- _WHAT YOU NEED TO DO_
After reading the data, copy it out in full and exactly.

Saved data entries
Start of Block
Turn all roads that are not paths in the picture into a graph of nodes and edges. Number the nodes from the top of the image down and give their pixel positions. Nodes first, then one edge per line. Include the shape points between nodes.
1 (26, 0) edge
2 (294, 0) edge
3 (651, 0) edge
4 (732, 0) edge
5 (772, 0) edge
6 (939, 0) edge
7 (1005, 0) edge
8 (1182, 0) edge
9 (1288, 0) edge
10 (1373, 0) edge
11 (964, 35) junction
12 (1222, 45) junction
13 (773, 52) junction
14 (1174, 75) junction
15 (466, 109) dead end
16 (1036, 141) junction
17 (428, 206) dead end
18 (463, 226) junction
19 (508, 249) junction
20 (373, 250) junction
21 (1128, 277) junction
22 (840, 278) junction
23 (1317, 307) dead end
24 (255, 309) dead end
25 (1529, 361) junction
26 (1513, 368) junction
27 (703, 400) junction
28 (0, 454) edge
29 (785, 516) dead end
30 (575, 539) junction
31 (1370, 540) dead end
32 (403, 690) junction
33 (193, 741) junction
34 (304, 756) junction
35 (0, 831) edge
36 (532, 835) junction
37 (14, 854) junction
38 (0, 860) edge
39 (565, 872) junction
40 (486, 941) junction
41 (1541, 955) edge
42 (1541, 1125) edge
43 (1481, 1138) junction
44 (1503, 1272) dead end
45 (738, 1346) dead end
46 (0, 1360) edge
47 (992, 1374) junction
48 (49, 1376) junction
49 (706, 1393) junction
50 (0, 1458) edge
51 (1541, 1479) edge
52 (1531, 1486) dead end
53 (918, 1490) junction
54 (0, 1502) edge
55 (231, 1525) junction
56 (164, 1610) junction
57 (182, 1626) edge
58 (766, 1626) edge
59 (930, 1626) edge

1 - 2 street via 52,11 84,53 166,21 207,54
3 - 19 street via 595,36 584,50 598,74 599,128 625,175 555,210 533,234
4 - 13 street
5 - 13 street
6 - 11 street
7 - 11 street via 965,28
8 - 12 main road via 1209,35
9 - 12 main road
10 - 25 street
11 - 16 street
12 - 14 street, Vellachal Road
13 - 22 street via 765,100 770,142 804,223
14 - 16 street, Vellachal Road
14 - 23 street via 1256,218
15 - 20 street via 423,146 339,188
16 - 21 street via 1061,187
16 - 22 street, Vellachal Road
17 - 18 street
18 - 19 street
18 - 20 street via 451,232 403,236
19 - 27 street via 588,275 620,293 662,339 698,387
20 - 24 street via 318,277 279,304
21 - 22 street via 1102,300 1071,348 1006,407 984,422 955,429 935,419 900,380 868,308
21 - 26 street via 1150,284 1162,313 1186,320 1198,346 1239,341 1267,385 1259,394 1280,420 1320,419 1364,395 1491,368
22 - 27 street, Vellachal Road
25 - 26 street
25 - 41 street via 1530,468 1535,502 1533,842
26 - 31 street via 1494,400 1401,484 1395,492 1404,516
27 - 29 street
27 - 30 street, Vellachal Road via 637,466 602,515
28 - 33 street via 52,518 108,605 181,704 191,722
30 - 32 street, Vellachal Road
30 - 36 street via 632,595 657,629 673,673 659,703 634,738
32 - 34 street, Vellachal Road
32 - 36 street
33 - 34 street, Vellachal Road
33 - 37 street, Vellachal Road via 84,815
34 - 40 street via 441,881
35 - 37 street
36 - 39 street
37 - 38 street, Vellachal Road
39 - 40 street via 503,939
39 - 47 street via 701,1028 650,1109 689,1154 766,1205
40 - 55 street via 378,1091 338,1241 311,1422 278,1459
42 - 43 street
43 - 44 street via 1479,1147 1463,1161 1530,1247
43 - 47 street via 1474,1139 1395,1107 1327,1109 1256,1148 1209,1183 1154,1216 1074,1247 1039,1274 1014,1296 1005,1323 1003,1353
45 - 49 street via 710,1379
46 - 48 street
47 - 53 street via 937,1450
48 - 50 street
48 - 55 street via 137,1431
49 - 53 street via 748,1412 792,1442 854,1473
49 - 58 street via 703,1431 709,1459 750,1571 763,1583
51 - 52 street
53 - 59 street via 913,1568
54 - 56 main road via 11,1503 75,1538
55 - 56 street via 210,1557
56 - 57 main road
End of Block
- _TASK RESULT_
Turn all roads that are not paths in the picture into a graph of nodes and edges. Number the nodes from the top of the image down and give their pixel positions. Nodes first, then one edge per line. Include the shape points between nodes.
1 (26, 0) edge
2 (294, 0) edge
3 (651, 0) edge
4 (732, 0) edge
5 (772, 0) edge
6 (939, 0) edge
7 (1005, 0) edge
8 (1182, 0) edge
9 (1288, 0) edge
10 (1373, 0) edge
11 (964, 35) junction
12 (1222, 45) junction
13 (773, 52) junction
14 (1174, 75) junction
15 (466, 109) dead end
16 (1036, 141) junction
17 (428, 206) dead end
18 (463, 226) junction
19 (508, 249) junction
20 (373, 250) junction
21 (1128, 277) junction
22 (840, 278) junction
23 (1317, 307) dead end
24 (255, 309) dead end
25 (1529, 361) junction
26 (1513, 368) junction
27 (703, 400) junction
28 (0, 454) edge
29 (785, 516) dead end
30 (575, 539) junction
31 (1370, 540) dead end
32 (403, 690) junction
33 (193, 741) junction
34 (304, 756) junction
35 (0, 831) edge
36 (532, 835) junction
37 (14, 854) junction
38 (0, 860) edge
39 (565, 872) junction
40 (486, 941) junction
41 (1541, 955) edge
42 (1541, 1125) edge
43 (1481, 1138) junction
44 (1503, 1272) dead end
45 (738, 1346) dead end
46 (0, 1360) edge
47 (992, 1374) junction
48 (49, 1376) junction
49 (706, 1393) junction
50 (0, 1458) edge
51 (1541, 1479) edge
52 (1531, 1486) dead end
53 (918, 1490) junction
54 (0, 1502) edge
55 (231, 1525) junction
56 (164, 1610) junction
57 (182, 1626) edge
58 (766, 1626) edge
59 (930, 1626) edge

1 - 2 street via 52,11 84,53 166,21 207,54
3 - 19 street via 595,36 584,50 598,74 599,128 625,175 555,210 533,234
4 - 13 street
5 - 13 street
6 - 11 street
7 - 11 street via 965,28
8 - 12 main road via 1209,35
9 - 12 main road
10 - 25 street
11 - 16 street
12 - 14 street, Vellachal Road
13 - 22 street via 765,100 770,142 804,223
14 - 16 street, Vellachal Road
14 - 23 street via 1256,218
15 - 20 street via 423,146 339,188
16 - 21 street via 1061,187
16 - 22 street, Vellachal Road
17 - 18 street
18 - 19 street
18 - 20 street via 451,232 403,236
19 - 27 street via 588,275 620,293 662,339 698,387
20 - 24 street via 318,277 279,304
21 - 22 street via 1102,300 1071,348 1006,407 984,422 955,429 935,419 900,380 868,308
21 - 26 street via 1150,284 1162,313 1186,320 1198,346 1239,341 1267,385 1259,394 1280,420 1320,419 1364,395 1491,368
22 - 27 street, Vellachal Road
25 - 26 street
25 - 41 street via 1530,468 1535,502 1533,842
26 - 31 street via 1494,400 1401,484 1395,492 1404,516
27 - 29 street
27 - 30 street, Vellachal Road via 637,466 602,515
28 - 33 street via 52,518 108,605 181,704 191,722
30 - 32 street, Vellachal Road
30 - 36 street via 632,595 657,629 673,673 659,703 634,738
32 - 34 street, Vellachal Road
32 - 36 street
33 - 34 street, Vellachal Road
33 - 37 street, Vellachal Road via 84,815
34 - 40 street via 441,881
35 - 37 street
36 - 39 street
37 - 38 street, Vellachal Road
39 - 40 street via 503,939
39 - 47 street via 701,1028 650,1109 689,1154 766,1205
40 - 55 street via 378,1091 338,1241 311,1422 278,1459
42 - 43 street
43 - 44 street via 1479,1147 1463,1161 1530,1247
43 - 47 street via 1474,1139 1395,1107 1327,1109 1256,1148 1209,1183 1154,1216 1074,1247 1039,1274 1014,1296 1005,1323 1003,1353
45 - 49 street via 710,1379
46 - 48 street
47 - 53 street via 937,1450
48 - 50 street
48 - 55 street via 137,1431
49 - 53 street via 748,1412 792,1442 854,1473
49 - 58 street via 703,1431 709,1459 750,1571 763,1583
51 - 52 street
53 - 59 street via 913,1568
54 - 56 main road via 11,1503 75,1538
55 - 56 street via 210,1557
56 - 57 main road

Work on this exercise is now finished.